Al-Maliki’s attitude and behavior, for instance, radically shifted after the 2010 elections. During his first term, Al-Maliki approached the Saudi issue from a position of confidence: he was vetted and supported by the Americans; his victory over the Iran-backed militias of Muqtada Al-Sadr in the 2008 Battle of Basra, and his overall non-sectarian approach to governance, were cases in point. In the period between 2006 and 2010, he may have genuinely wanted to balance Iran’s influence with that of Sunni Arabs, Saudis being key.
Leading up to the 2010 elections, Al-Maliki saw that Sunni Iraqis would not join his newly formed political bloc and King Abdullah was not sparing any efforts to deprive him of a second term by supporting his rival Ayad Allawi. When Al-Maliki lost the elections, he was faced with the choice of conceding to Allawi or pursuing another path in order to retain power. That second path entailed he would have to lean on Iran to secure a second term. It also meant returning to the all-Shiite bloc he had tried to split from in an attempt to chart his own course as amply explained throughout the book.
The 2010 elections’ ultimate outcome implied that Al-Maliki now had to concede more to Iran’s demands; he would lose the reason to be sect-neutral and he would fight to remain politically viable. All of that deprived him of the independence he had enjoyed during his first term.
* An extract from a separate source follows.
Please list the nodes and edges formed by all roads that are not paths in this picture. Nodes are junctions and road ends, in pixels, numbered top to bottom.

Moreover, 2010-2011 saw the withdrawal of the U.S. forces (his backers), the resurgence of Sunni attacks, and the war in neighboring Syria during which he perceived the Saudi stand on removing Al-Assad to imply that he would be toppled as well. He began acting with obvious paranoia: arresting Sunnis on suspicion, conspiring to remove key Sunni political stakeholders, and cracking down on Sunni protesters in Hawija in 2013. Al-Al-Maliki’s animosity toward Saudi Arabia became more salient in 2013-2014 leading up to ISIS’s incursion in mid-2014, in which Iran was seen as leading the first efforts to combat ISIS whereas Saudi Arabia was explicitly accused by Al-Maliki of having somehow supported it.
The idea of a self-fulfilling prophecy, then, addresses exactly this point. The concept was first coined by Merton in 1948, who described it as a form of cognitive bias where an individual lives up to an erroneous image drawn about them by another, leading to an unnecessary hostility between the two. Applying psycho-social observation to international relations, Harvey explains how Saudi Arabia missed an opportunity with far-reaching consequences by abstaining from leading an early engagement with Iraqi Shiites and the post-2003 Shiite-dominant government of Iraq by needlessly portraying them as the enemy.
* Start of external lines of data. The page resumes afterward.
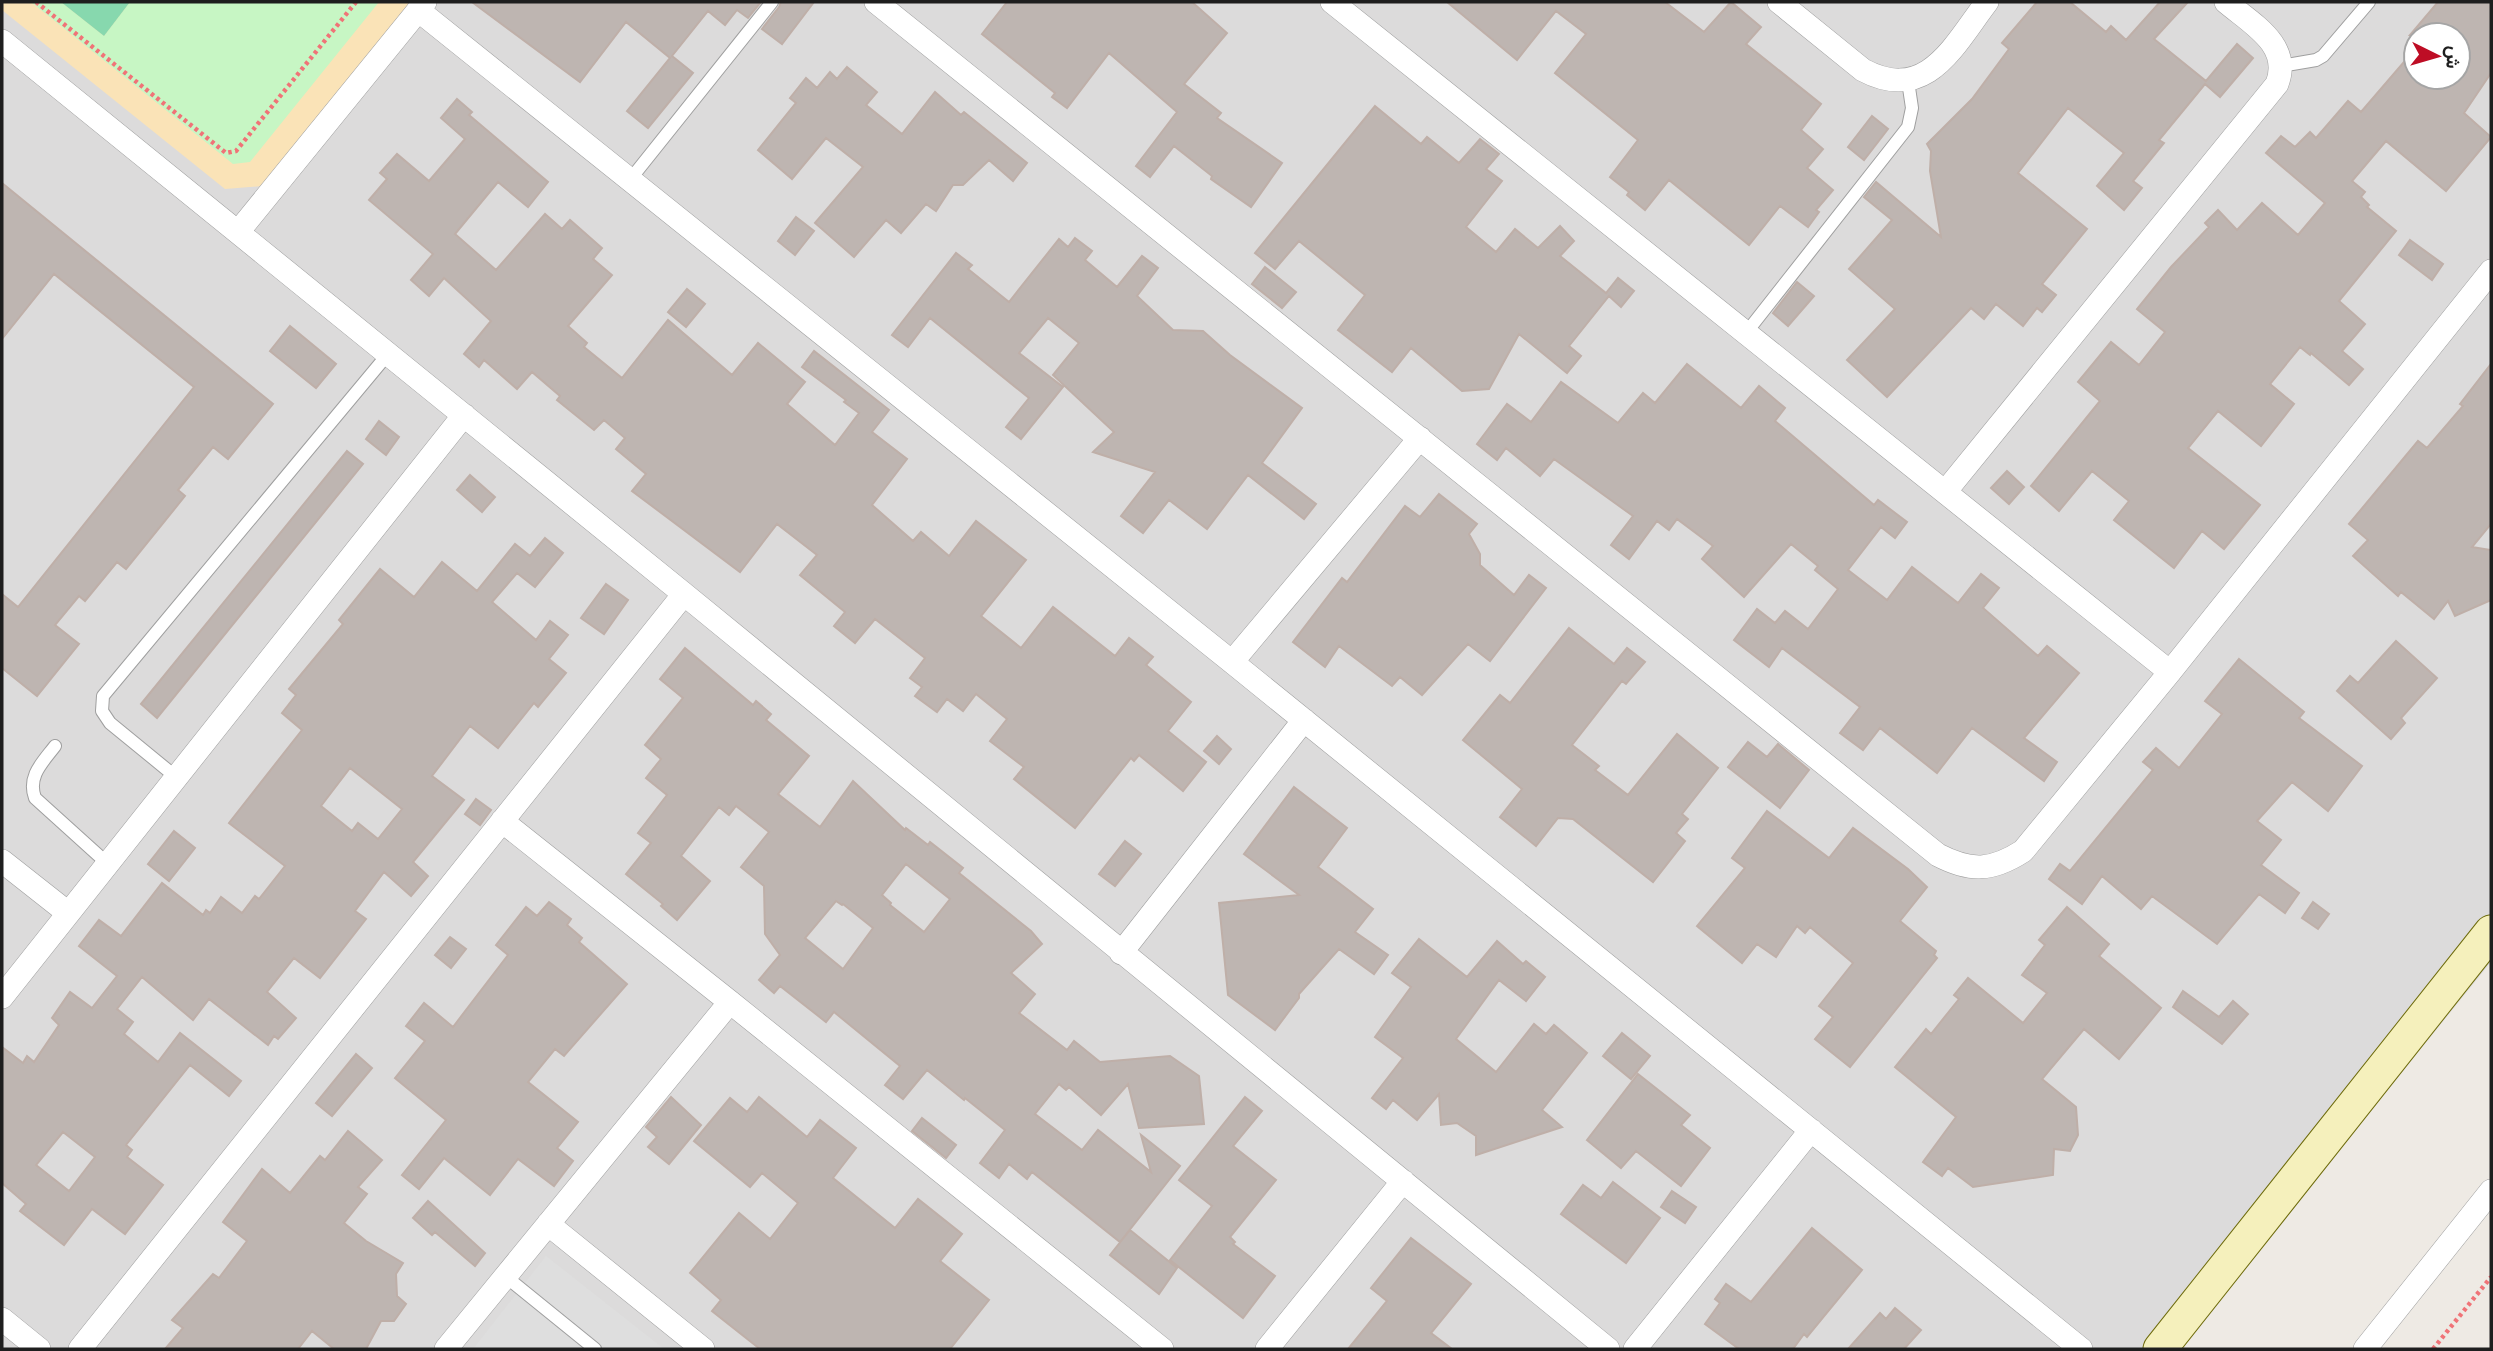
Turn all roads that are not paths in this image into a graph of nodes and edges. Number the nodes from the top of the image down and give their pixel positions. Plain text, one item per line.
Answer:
1 (772, 2) edge
2 (876, 2) edge
3 (1332, 2) edge
4 (1779, 2) edge
5 (1987, 2) edge
6 (2226, 2) edge
7 (2369, 2) edge
8 (421, 6) edge
9 (2, 41) edge
10 (2281, 66) junction
11 (1908, 81) junction
12 (629, 181) junction
13 (238, 232) junction
14 (2491, 271) edge
15 (1746, 333) junction
16 (388, 354) junction
17 (464, 415) junction
18 (1420, 438) junction
19 (1945, 492) junction
20 (684, 594) junction
21 (1231, 662) junction
22 (2170, 672) junction
23 (1304, 720) junction
24 (55, 746) dead end
25 (176, 777) junction
26 (502, 821) junction
27 (2, 860) edge
28 (108, 863) junction
29 (68, 914) junction
30 (2491, 932) edge
31 (1121, 953) junction
32 (2, 997) edge
33 (730, 1002) junction
34 (1811, 1130) junction
35 (1403, 1181) junction
36 (2491, 1191) edge
37 (548, 1224) junction
38 (505, 1276) junction
39 (2, 1320) edge
40 (39, 1349) edge
41 (80, 1349) edge
42 (446, 1349) edge
43 (595, 1349) edge
44 (703, 1349) edge
45 (1163, 1349) edge
46 (1267, 1349) edge
47 (1608, 1349) edge
48 (1635, 1349) edge
49 (2081, 1349) edge
50 (2160, 1349) edge
51 (2365, 1349) edge

1 - 12 lane
2 - 18 street
3 - 15 street
4 - 11 street
5 - 11 street
6 - 10 street
7 - 10 lane
8 - 12 street
8 - 13 street
9 - 13 street
10 - 19 street
11 - 15 lane
12 - 21 street
13 - 16 street
14 - 22 street
15 - 19 street
16 - 17 street
16 - 25 lane
17 - 20 street
17 - 25 street
18 - 21 street
18 - 22 street
19 - 22 street
20 - 26 street
20 - 31 street
21 - 23 street
23 - 31 street
23 - 34 street
24 - 28 lane
25 - 28 street
26 - 33 street
26 - 41 street
27 - 29 street
28 - 29 street
29 - 32 street
30 - 50 main road
31 - 35 street
33 - 37 street
33 - 45 street
34 - 48 street
34 - 49 street
35 - 46 street
35 - 47 street
36 - 51 street
37 - 38 street
37 - 44 street
38 - 42 street
38 - 43 lane
39 - 40 street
The author bases her argument mainly on the premise that Iraqi Shiites are different from those of Iran, and that the diversity of their religious and political thought could have produced a more favorable outcome. Harvey highlights three points of distinction that separate Iraqi Shiites from the Shiites of Iran. First, the Shiites of Iraq are ethnically Arab; thus, they share this identity with the rest of the Sunni Arab World. She points to statements made by several Iraqi Shiite leaders, among them Al-Maliki and Al-Hakim asserting their Arab identity in hopes that their words would find a resonance among their fellow Arab statesmen.
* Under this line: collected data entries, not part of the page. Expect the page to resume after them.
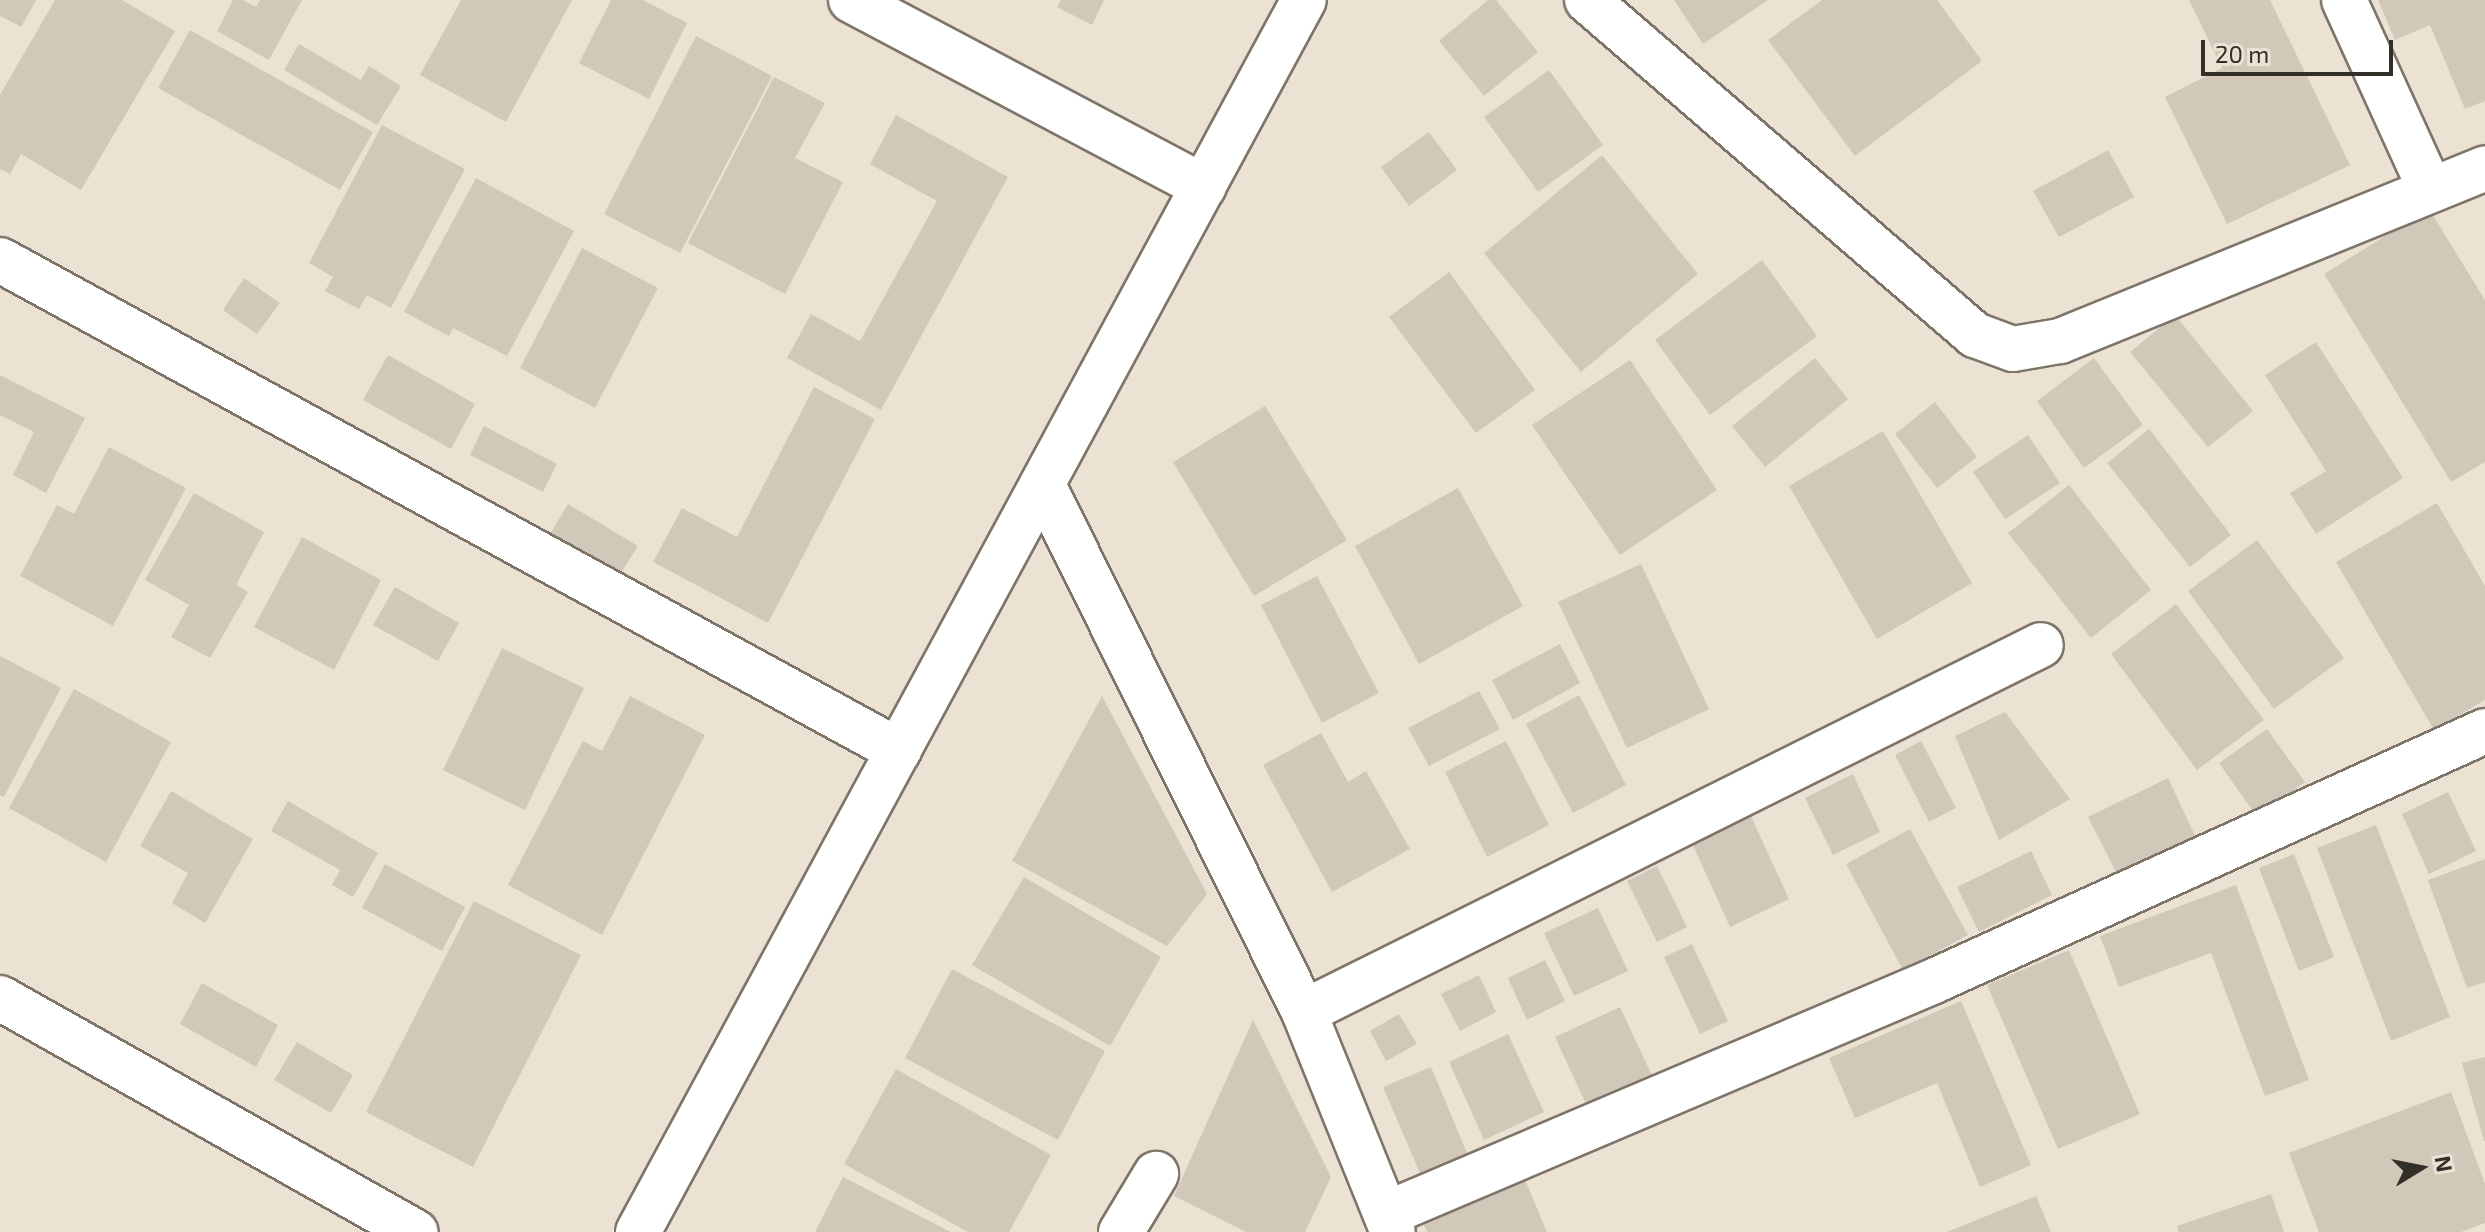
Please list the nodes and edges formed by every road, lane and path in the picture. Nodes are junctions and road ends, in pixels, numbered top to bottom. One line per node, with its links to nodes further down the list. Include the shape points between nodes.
1 (851, 0): 6 (street)
2 (1304, 0): 6 (street)
3 (1587, 0): 7 (street, via 1975,335 2013,349 2060,341)
4 (2344, 0): 7 (street)
5 (2485, 168): 7 (street)
6 (1204, 187): 9 (street)
7 (2430, 189)
8 (0, 260): 12 (street)
9 (1043, 485): 12 (street); 14 (street)
10 (2041, 645): 14 (street)
11 (2485, 731): 16 (street)
12 (899, 751): 18 (street)
13 (0, 998): 17 (street)
14 (1304, 1012): 16 (street)
15 (1156, 1174): 19 (street)
16 (1389, 1223)
17 (416, 1232)
18 (638, 1232)
19 (1121, 1232)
Second, Iraqi Shiite Islamists did not necessarily seek to duplicate Iran’s political model in Iraq, as evidenced by the 2005 constitution. The Iraqi constitution espouses a classical democracy whereas Iran’s constitution declares it an Islamic state where public affairs are regulated by Islamic laws under the guidance of the jurists. And third, the first three Shiite prime ministers are known to have refused to capitulate to Iran in prior years. Additionally, she points out that the estrangement that ensued between Iraq and Saudi Arabia was not for the lack of efforts on the part of the Iraqis, nor was it based on an initial desire to let Iran have unrivaled influence in their country. Rather, Shiites became alarmed and reversed course only after seeing King Abdullah undermine their rule in the period leading to 2010 elections.
“The Logic of Enmity”
Harvey anchors her analysis of the Iraqi-Saudi dynamic on theoretical concepts rooted in the international relations’ schools of realism and constructivism as well as cognitive and political psychology. She refers to Stephen Walt’s factors undergirding state alliance such as aggregate power, geographic proximity, offensive capability, and intention to explain how the Saudi king perceived Iran’s threat. Also, her research points her to the work of the constructivists Alexander Wendt and Michael Barnett on the critical role identity plays in how threats are perceived among states. In this sense, Iran—and by extension Iraq—was singled out as the “other” when ascribing political identities to countries in the region.
Therefore, in her final analysis, all three critical factors of threat perception aligned to alarm the king: a different identity, greater power, and aggressive intention. But in mistakenly lumping Iraq and Iran into one political camp based on sect alone, the king ignored other identity characteristics that Iraq shares with Sunni Arabs such as ethnicity, tribal ties, culture, and language while projecting sectarian identity as the sole defining political feature. Consequently, by placing Iraq in an enemy image, he would interpret all its moves and actions as hostile, forcing Iraq to ultimately mirror back that image.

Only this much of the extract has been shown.